## The problem
Look below. Copy each line that has "Right" in it.
BEGIN Given records
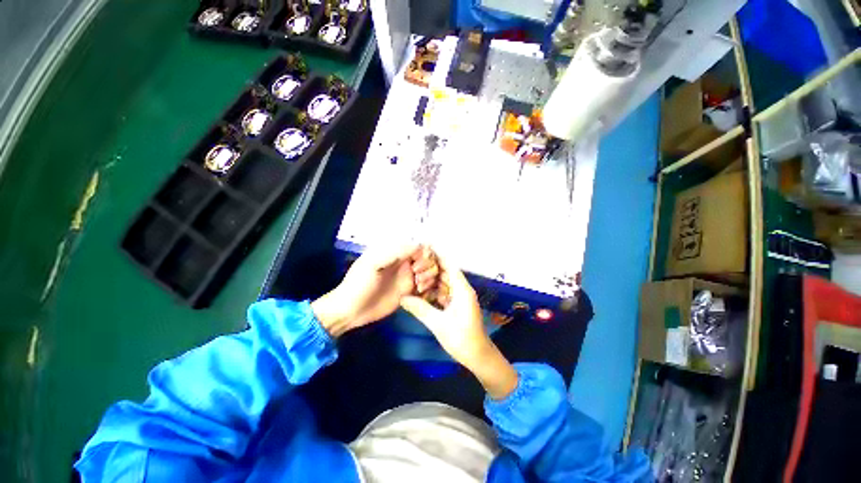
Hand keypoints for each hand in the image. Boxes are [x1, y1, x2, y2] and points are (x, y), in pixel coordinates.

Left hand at [311, 243, 436, 336]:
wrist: (352, 310)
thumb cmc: (359, 284)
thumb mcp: (372, 264)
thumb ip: (394, 253)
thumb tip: (417, 245)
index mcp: (394, 253)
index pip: (417, 246)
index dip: (423, 252)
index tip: (419, 262)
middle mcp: (404, 262)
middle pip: (426, 257)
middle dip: (427, 264)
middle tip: (418, 275)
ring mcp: (407, 276)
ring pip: (429, 270)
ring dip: (429, 275)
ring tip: (419, 285)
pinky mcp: (409, 291)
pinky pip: (426, 284)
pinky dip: (428, 286)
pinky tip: (420, 291)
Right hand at [401, 252, 486, 366]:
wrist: (477, 356)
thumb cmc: (461, 338)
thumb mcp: (438, 323)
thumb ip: (420, 309)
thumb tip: (402, 298)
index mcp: (462, 290)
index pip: (450, 266)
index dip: (438, 257)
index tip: (423, 251)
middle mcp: (462, 290)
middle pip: (446, 274)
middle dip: (431, 270)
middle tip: (413, 266)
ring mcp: (461, 298)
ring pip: (444, 284)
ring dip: (431, 281)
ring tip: (414, 277)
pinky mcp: (458, 305)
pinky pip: (445, 293)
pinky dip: (434, 292)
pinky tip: (421, 293)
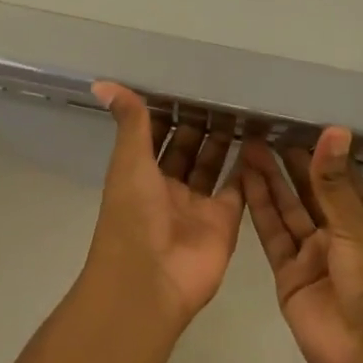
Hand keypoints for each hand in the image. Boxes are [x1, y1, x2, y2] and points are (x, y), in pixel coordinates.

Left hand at [84, 83, 244, 331]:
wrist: (151, 282)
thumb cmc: (133, 216)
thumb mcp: (129, 161)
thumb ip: (130, 121)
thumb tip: (102, 81)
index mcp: (140, 173)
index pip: (156, 134)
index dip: (170, 110)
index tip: (189, 80)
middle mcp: (168, 187)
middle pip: (187, 148)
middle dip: (201, 122)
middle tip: (225, 89)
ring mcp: (197, 205)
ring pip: (212, 164)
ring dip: (224, 140)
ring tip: (244, 107)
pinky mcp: (224, 221)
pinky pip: (238, 189)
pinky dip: (247, 168)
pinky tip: (259, 140)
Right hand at [241, 129, 362, 362]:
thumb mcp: (356, 226)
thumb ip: (333, 181)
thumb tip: (334, 128)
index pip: (338, 175)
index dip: (317, 152)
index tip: (293, 122)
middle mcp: (337, 231)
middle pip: (308, 190)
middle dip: (287, 162)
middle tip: (261, 130)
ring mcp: (312, 253)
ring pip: (287, 209)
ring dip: (269, 180)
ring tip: (247, 147)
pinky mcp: (288, 275)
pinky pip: (273, 235)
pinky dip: (260, 209)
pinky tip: (245, 182)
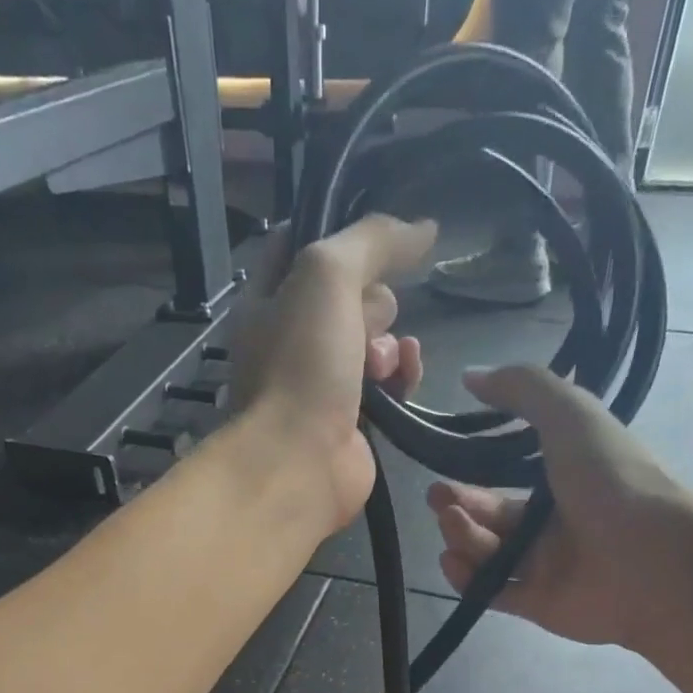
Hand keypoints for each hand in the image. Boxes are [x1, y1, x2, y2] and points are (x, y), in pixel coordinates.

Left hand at [228, 216, 436, 529]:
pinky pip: (389, 383)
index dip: (339, 232)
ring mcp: (323, 382)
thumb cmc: (300, 365)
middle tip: (366, 324)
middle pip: (352, 294)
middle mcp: (292, 339)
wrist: (298, 464)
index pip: (301, 244)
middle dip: (372, 302)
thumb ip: (373, 240)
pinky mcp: (353, 419)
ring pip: (376, 338)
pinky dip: (402, 376)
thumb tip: (425, 228)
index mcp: (267, 300)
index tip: (377, 237)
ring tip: (379, 365)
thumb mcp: (326, 275)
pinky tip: (405, 377)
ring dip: (390, 343)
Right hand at [429, 365, 692, 648]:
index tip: (443, 466)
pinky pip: (491, 591)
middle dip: (459, 507)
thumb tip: (470, 375)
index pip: (509, 478)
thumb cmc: (612, 481)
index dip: (475, 473)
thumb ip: (524, 388)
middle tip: (437, 500)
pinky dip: (468, 579)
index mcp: (566, 480)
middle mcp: (554, 524)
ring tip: (451, 526)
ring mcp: (545, 567)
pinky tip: (453, 563)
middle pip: (492, 517)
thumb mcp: (571, 415)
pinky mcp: (537, 605)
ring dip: (461, 537)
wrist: (652, 561)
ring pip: (487, 554)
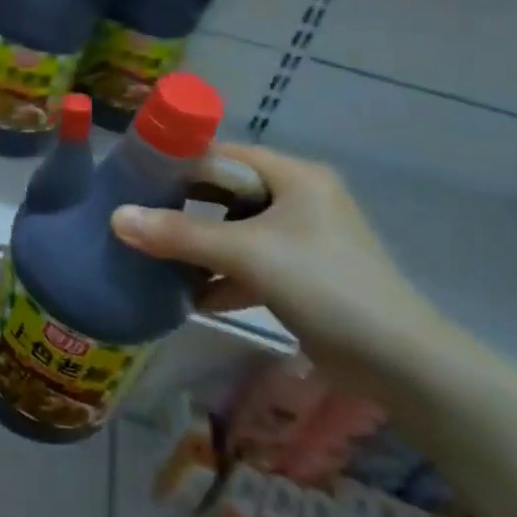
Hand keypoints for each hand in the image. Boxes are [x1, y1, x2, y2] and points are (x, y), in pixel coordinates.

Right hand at [112, 144, 454, 400]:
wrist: (399, 361)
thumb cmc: (323, 285)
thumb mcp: (246, 253)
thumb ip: (179, 234)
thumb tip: (116, 217)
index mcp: (294, 176)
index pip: (224, 155)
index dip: (179, 163)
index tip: (135, 178)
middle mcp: (300, 198)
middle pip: (226, 193)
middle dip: (184, 209)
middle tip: (138, 218)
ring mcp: (303, 238)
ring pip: (236, 231)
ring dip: (200, 248)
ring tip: (156, 259)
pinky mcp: (303, 275)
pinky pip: (251, 263)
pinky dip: (223, 276)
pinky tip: (192, 298)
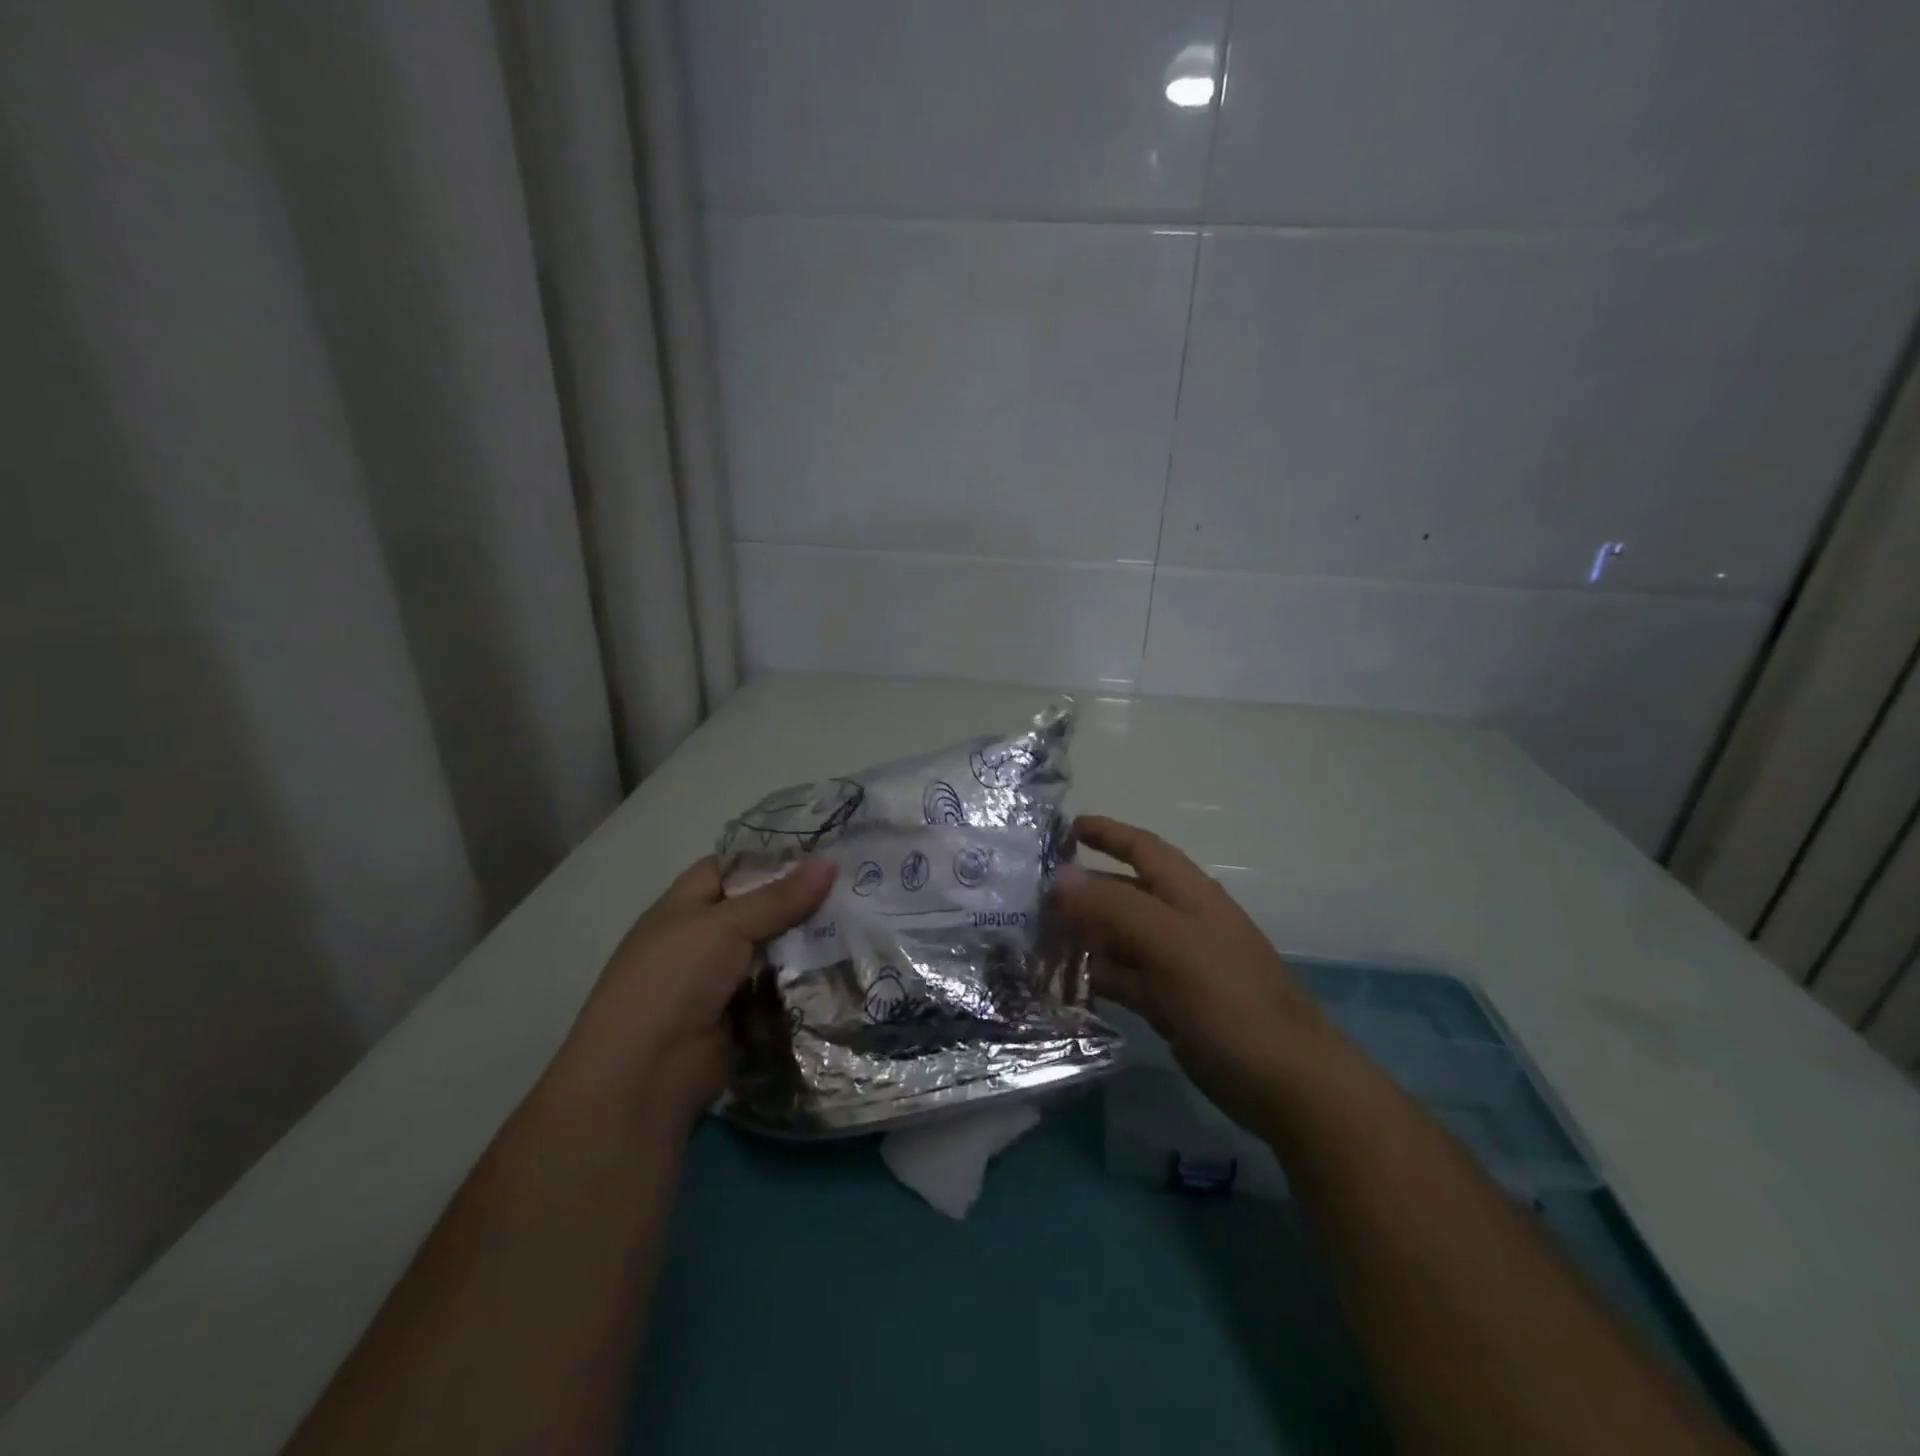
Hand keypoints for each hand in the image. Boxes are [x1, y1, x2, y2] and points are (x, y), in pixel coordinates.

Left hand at [554, 856, 835, 1129]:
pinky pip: (779, 988)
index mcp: (686, 904)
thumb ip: (780, 897)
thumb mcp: (726, 925)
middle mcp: (703, 936)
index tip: (822, 852)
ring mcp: (722, 978)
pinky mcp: (741, 1014)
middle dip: (801, 900)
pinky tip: (844, 965)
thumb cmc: (674, 979)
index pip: (732, 866)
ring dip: (808, 941)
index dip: (772, 857)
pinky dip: (804, 980)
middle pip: (760, 908)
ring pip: (774, 949)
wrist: (645, 1073)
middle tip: (854, 886)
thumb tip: (831, 862)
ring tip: (860, 922)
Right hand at [1054, 816, 1337, 1136]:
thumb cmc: (1229, 998)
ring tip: (1033, 938)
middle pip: (1123, 893)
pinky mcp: (1168, 1004)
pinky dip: (1094, 975)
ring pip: (1118, 937)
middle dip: (1081, 890)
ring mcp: (1174, 964)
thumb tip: (1060, 878)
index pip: (1142, 848)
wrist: (1285, 1081)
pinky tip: (1060, 981)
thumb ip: (1113, 906)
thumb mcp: (1170, 942)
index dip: (1107, 833)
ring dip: (1081, 934)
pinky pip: (1122, 977)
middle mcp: (1179, 922)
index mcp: (1188, 894)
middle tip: (1029, 896)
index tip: (1065, 828)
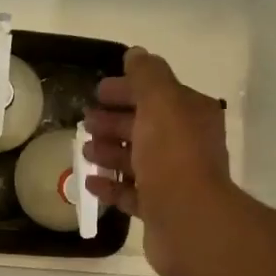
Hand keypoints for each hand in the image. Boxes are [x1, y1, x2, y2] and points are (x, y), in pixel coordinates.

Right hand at [83, 48, 237, 275]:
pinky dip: (111, 186)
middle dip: (115, 121)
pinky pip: (132, 193)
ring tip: (85, 151)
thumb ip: (147, 75)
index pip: (157, 93)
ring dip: (110, 152)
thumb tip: (137, 54)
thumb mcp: (160, 102)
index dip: (127, 89)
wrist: (189, 221)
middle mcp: (186, 144)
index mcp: (190, 114)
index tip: (98, 92)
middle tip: (86, 122)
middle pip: (145, 126)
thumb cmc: (173, 155)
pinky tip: (90, 182)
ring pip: (137, 159)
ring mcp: (174, 179)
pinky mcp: (161, 209)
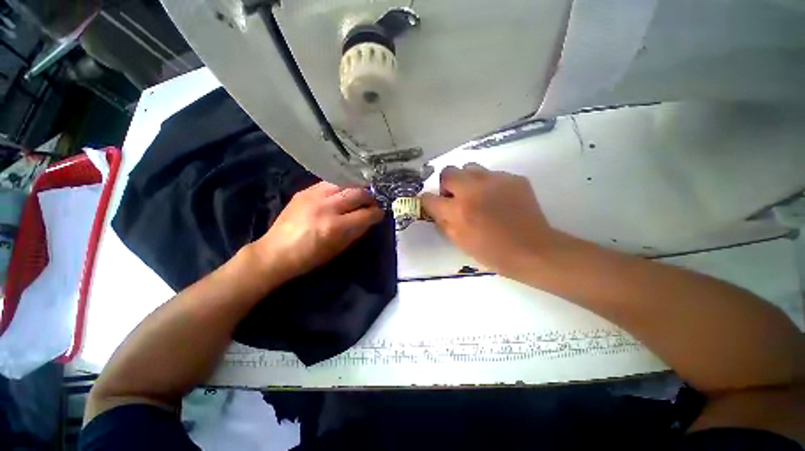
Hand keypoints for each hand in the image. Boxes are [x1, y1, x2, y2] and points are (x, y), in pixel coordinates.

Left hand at [249, 181, 383, 284]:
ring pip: (345, 184)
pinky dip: (341, 187)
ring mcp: (314, 196)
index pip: (366, 214)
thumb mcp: (338, 249)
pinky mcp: (305, 191)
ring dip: (357, 189)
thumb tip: (370, 219)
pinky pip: (330, 183)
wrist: (275, 252)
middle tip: (372, 203)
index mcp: (335, 226)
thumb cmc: (310, 257)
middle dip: (370, 198)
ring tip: (359, 196)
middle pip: (358, 193)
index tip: (380, 214)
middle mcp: (326, 207)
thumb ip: (357, 232)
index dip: (377, 213)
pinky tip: (343, 193)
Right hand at [421, 163, 560, 276]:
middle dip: (446, 184)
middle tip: (455, 197)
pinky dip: (488, 184)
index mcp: (458, 211)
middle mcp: (473, 190)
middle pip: (448, 172)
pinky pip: (492, 174)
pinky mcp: (513, 178)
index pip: (430, 197)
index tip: (432, 204)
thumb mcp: (460, 242)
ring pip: (470, 167)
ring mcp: (495, 181)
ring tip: (476, 194)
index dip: (427, 200)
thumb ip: (443, 223)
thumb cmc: (492, 252)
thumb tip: (436, 209)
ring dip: (466, 180)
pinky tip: (497, 198)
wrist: (532, 249)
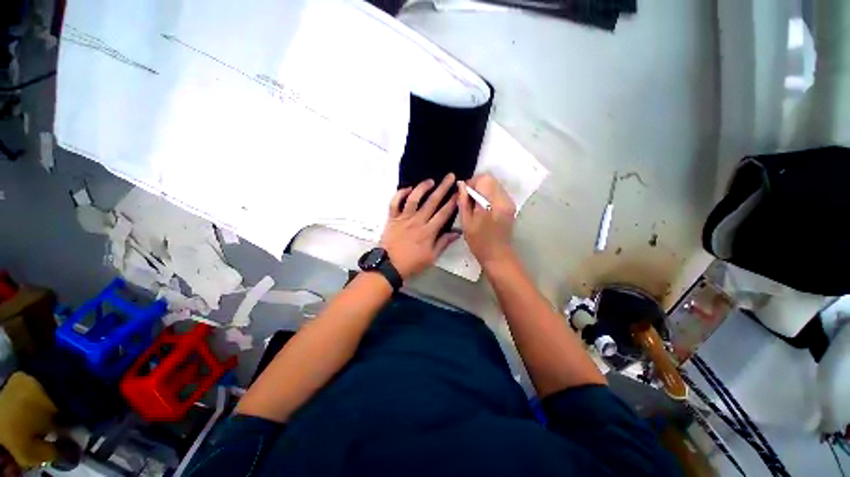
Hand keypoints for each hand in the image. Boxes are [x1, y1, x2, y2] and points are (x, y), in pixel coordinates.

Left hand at [379, 174, 459, 279]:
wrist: (388, 266)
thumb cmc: (412, 263)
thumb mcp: (432, 257)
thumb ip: (444, 243)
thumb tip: (457, 232)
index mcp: (428, 231)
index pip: (444, 213)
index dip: (453, 201)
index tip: (459, 192)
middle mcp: (417, 221)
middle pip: (432, 201)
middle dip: (443, 188)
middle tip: (450, 176)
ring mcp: (403, 218)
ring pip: (414, 198)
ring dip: (422, 187)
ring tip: (430, 181)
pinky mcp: (392, 218)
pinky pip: (395, 203)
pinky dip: (400, 194)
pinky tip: (408, 188)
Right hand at [457, 174, 516, 265]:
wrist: (498, 255)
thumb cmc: (478, 242)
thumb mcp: (466, 222)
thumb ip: (464, 202)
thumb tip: (461, 185)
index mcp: (492, 205)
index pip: (483, 180)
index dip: (471, 183)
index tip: (464, 193)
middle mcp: (504, 200)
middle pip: (490, 179)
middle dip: (477, 184)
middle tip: (468, 197)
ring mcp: (510, 202)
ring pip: (495, 183)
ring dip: (483, 188)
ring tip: (475, 202)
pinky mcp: (511, 205)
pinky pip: (499, 191)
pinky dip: (489, 193)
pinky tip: (484, 206)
END Given records
## Answer to the exercise
Right hand at [401, 252, 486, 366]:
Right hand at [241, 129, 362, 362]:
Right hand at [429, 365, 692, 648]:
Right hand at [112, 144, 454, 400]:
Right hand at [1054, 816, 1337, 1136]:
Right hand at [83, 48, 237, 275]:
Right hand at [421, 163, 560, 276]:
Right hand at [457, 174, 516, 265]:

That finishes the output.